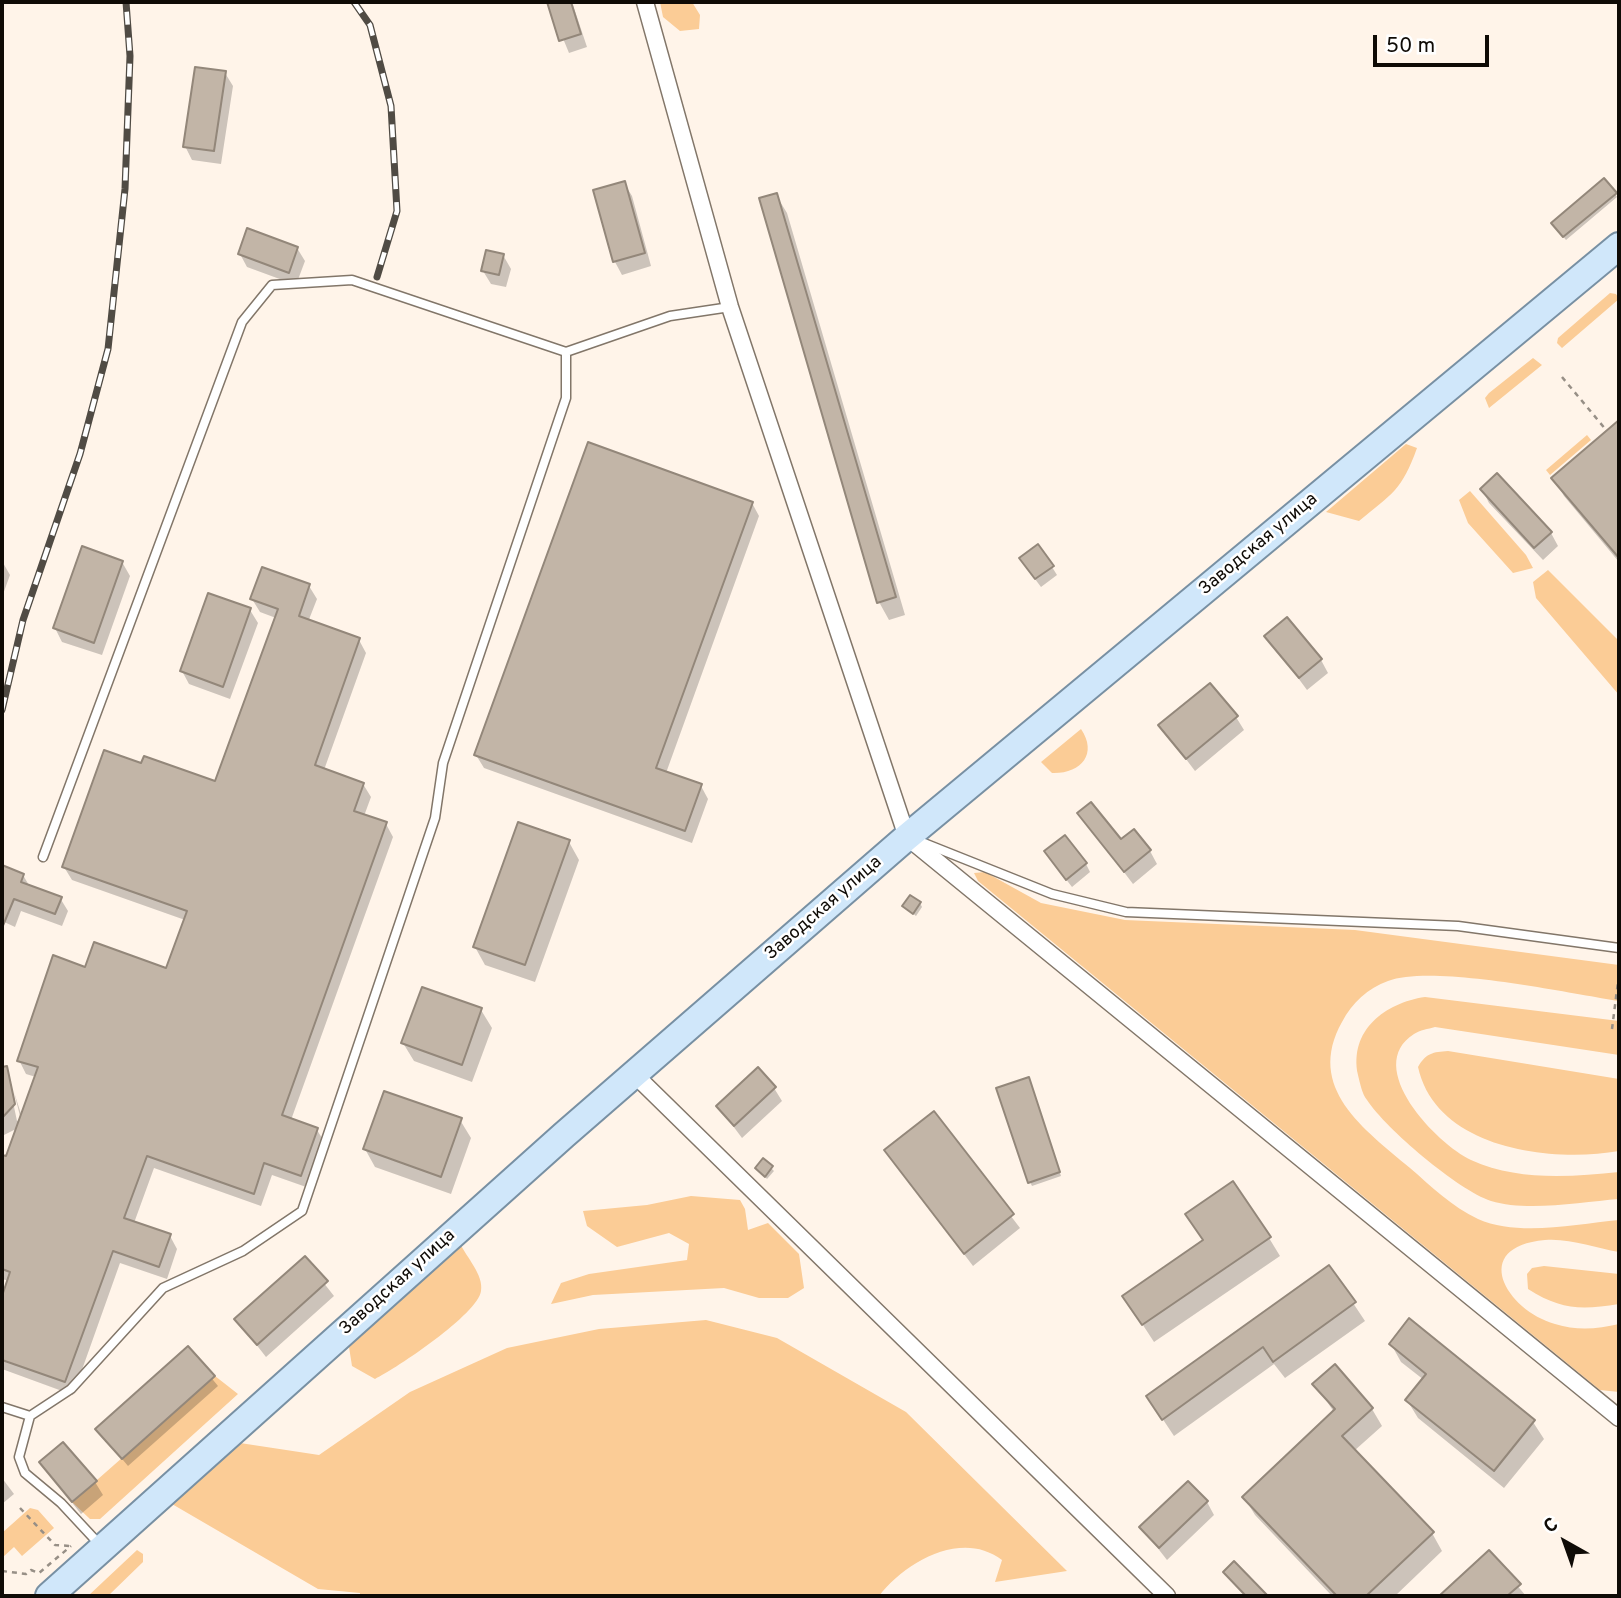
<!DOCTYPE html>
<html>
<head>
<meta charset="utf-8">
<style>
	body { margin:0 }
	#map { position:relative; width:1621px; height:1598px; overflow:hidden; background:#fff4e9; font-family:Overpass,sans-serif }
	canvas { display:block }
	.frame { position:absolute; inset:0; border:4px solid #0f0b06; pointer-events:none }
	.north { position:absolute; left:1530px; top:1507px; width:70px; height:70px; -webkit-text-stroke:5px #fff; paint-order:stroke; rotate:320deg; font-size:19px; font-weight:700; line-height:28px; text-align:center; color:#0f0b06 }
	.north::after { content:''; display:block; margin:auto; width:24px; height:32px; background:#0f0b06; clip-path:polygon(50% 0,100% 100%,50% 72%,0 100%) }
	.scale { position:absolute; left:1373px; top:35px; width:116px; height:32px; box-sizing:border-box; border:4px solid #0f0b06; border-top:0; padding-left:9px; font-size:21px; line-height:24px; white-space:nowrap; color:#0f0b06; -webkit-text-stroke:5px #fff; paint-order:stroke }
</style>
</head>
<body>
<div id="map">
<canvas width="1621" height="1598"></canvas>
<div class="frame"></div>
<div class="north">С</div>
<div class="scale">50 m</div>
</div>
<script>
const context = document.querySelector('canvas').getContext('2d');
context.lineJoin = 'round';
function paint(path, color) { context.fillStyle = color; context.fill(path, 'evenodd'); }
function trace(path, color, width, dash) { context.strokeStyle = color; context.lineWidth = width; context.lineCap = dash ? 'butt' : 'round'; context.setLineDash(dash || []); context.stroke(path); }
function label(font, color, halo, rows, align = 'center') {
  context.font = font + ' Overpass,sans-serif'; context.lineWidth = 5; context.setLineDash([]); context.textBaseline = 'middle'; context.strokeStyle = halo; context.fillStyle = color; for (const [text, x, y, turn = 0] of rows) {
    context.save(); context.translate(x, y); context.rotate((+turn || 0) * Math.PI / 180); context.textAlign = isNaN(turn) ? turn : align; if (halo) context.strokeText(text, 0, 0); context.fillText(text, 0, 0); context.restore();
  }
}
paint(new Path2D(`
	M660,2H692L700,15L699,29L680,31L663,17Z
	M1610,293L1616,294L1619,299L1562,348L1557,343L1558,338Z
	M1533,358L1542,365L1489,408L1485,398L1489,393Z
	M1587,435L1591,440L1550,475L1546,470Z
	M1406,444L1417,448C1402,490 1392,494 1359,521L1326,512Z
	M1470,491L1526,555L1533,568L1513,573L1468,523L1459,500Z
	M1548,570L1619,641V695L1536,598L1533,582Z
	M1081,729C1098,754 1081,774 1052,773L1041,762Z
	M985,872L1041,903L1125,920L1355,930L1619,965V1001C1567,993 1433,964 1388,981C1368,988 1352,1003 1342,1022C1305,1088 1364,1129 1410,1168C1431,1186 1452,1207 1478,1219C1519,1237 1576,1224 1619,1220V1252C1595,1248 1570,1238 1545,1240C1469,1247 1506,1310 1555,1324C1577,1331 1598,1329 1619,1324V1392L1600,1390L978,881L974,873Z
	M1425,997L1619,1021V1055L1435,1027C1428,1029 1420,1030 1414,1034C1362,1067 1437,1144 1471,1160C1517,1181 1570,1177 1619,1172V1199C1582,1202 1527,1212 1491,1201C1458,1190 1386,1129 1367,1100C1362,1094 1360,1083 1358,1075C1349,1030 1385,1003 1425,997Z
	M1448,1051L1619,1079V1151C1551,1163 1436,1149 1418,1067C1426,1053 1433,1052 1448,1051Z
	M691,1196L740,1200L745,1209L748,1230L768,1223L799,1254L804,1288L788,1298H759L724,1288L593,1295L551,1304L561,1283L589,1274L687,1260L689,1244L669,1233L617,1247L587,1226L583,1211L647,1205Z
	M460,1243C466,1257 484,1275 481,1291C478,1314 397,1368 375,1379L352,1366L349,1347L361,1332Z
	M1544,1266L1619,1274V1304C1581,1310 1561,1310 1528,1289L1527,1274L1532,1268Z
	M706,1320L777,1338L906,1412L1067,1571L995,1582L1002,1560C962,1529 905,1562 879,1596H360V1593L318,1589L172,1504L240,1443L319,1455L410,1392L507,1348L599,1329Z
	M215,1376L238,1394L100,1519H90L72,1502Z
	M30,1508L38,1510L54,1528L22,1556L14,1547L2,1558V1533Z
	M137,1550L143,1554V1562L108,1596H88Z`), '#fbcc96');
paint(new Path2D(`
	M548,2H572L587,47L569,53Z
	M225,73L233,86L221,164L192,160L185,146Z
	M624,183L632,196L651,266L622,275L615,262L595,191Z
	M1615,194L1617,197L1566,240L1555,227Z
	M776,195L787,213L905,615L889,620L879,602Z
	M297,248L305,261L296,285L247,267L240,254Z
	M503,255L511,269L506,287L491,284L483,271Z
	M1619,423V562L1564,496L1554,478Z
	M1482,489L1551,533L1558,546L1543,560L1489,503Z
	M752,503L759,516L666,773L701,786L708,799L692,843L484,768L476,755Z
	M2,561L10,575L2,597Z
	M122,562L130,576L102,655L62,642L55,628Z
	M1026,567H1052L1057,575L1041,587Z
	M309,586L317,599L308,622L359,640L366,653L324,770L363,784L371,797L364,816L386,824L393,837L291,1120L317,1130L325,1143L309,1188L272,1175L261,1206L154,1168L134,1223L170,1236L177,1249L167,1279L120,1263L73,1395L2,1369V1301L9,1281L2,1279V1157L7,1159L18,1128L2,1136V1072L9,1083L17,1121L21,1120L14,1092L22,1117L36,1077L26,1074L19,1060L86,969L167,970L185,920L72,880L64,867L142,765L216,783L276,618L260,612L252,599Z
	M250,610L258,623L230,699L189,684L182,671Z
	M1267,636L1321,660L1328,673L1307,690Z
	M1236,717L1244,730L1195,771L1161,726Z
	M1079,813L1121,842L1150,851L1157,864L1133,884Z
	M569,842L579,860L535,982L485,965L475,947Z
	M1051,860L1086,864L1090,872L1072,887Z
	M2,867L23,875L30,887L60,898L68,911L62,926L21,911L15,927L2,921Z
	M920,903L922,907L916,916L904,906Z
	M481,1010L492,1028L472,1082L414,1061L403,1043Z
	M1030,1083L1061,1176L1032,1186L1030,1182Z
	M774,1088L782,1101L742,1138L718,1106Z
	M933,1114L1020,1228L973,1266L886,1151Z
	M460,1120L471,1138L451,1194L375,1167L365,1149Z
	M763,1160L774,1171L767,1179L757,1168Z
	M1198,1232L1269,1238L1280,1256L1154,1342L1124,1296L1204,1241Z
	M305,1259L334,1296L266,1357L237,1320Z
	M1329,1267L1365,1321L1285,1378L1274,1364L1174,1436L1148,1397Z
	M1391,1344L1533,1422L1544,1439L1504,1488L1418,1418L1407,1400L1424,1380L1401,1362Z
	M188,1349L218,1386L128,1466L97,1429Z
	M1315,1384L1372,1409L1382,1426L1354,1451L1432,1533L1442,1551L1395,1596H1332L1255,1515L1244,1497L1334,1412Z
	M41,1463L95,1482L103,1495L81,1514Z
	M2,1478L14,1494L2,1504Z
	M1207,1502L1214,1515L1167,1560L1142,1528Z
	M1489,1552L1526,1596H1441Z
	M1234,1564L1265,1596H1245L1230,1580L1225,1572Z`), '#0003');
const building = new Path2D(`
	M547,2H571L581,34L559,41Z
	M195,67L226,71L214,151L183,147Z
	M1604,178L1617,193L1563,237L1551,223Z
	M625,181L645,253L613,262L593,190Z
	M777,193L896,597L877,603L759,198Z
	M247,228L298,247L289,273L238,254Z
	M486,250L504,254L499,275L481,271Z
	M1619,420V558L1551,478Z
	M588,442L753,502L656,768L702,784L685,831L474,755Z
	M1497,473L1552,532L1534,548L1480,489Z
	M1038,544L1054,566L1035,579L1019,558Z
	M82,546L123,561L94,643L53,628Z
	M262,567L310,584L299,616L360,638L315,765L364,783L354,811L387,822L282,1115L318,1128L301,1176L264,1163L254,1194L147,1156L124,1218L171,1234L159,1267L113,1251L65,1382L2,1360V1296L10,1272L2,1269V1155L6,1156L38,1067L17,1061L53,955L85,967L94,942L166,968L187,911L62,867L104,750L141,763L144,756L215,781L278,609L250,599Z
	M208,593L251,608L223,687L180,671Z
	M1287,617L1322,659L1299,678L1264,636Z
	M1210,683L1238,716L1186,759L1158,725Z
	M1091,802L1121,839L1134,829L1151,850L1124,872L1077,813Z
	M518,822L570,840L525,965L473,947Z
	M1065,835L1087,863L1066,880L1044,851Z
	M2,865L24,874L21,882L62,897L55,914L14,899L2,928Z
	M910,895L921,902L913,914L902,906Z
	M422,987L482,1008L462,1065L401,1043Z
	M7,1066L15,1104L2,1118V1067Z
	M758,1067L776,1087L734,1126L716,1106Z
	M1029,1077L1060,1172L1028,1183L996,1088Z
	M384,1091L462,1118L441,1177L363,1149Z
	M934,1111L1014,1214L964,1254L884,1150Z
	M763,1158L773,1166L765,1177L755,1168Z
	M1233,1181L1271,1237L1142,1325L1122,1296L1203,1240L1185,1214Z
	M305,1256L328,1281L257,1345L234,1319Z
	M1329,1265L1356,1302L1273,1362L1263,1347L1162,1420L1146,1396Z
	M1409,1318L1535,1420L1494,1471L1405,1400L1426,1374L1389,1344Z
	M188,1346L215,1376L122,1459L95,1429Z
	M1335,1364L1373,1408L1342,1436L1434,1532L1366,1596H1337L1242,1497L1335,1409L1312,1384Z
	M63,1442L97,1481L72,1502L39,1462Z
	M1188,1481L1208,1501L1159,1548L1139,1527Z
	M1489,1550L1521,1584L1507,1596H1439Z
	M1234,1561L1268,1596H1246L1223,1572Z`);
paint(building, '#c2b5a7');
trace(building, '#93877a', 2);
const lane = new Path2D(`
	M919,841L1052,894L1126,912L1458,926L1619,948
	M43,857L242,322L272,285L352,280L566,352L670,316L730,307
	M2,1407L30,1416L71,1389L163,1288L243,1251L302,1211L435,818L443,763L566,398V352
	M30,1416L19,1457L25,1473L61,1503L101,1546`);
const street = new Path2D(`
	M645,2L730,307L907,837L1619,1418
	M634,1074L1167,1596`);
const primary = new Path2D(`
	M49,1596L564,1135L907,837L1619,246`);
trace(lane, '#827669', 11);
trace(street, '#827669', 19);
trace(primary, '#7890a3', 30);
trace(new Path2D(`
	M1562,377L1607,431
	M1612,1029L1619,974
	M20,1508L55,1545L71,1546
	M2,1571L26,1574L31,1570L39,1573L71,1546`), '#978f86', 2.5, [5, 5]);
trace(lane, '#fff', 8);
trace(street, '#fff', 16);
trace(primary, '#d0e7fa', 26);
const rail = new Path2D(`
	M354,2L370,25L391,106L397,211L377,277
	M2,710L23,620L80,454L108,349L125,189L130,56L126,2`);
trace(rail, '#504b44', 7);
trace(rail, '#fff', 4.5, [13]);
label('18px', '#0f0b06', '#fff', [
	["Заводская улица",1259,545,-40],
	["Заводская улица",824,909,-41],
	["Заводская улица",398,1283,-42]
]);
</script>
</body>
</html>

What the exercise asks:
The lines above from the one containing "M460,1243C466,1257 484,1275 481,1291C478,1314" through the one containing "M1236,717L1244,730L1195,771L1161,726Z" are to be set down exactly, and no others.

Answer to the problem:
	M460,1243C466,1257 484,1275 481,1291C478,1314 397,1368 375,1379L352,1366L349,1347L361,1332Z
	M1544,1266L1619,1274V1304C1581,1310 1561,1310 1528,1289L1527,1274L1532,1268Z
	M706,1320L777,1338L906,1412L1067,1571L995,1582L1002,1560C962,1529 905,1562 879,1596H360V1593L318,1589L172,1504L240,1443L319,1455L410,1392L507,1348L599,1329Z
	M215,1376L238,1394L100,1519H90L72,1502Z
	M30,1508L38,1510L54,1528L22,1556L14,1547L2,1558V1533Z
	M137,1550L143,1554V1562L108,1596H88Z`), '#fbcc96');
paint(new Path2D(`
	M548,2H572L587,47L569,53Z
	M225,73L233,86L221,164L192,160L185,146Z
	M624,183L632,196L651,266L622,275L615,262L595,191Z
	M1615,194L1617,197L1566,240L1555,227Z
	M776,195L787,213L905,615L889,620L879,602Z
	M297,248L305,261L296,285L247,267L240,254Z
	M503,255L511,269L506,287L491,284L483,271Z
	M1619,423V562L1564,496L1554,478Z
	M1482,489L1551,533L1558,546L1543,560L1489,503Z
	M752,503L759,516L666,773L701,786L708,799L692,843L484,768L476,755Z
	M2,561L10,575L2,597Z
	M122,562L130,576L102,655L62,642L55,628Z
	M1026,567H1052L1057,575L1041,587Z
	M309,586L317,599L308,622L359,640L366,653L324,770L363,784L371,797L364,816L386,824L393,837L291,1120L317,1130L325,1143L309,1188L272,1175L261,1206L154,1168L134,1223L170,1236L177,1249L167,1279L120,1263L73,1395L2,1369V1301L9,1281L2,1279V1157L7,1159L18,1128L2,1136V1072L9,1083L17,1121L21,1120L14,1092L22,1117L36,1077L26,1074L19,1060L86,969L167,970L185,920L72,880L64,867L142,765L216,783L276,618L260,612L252,599Z
	M250,610L258,623L230,699L189,684L182,671Z
	M1267,636L1321,660L1328,673L1307,690Z
	M1236,717L1244,730L1195,771L1161,726Z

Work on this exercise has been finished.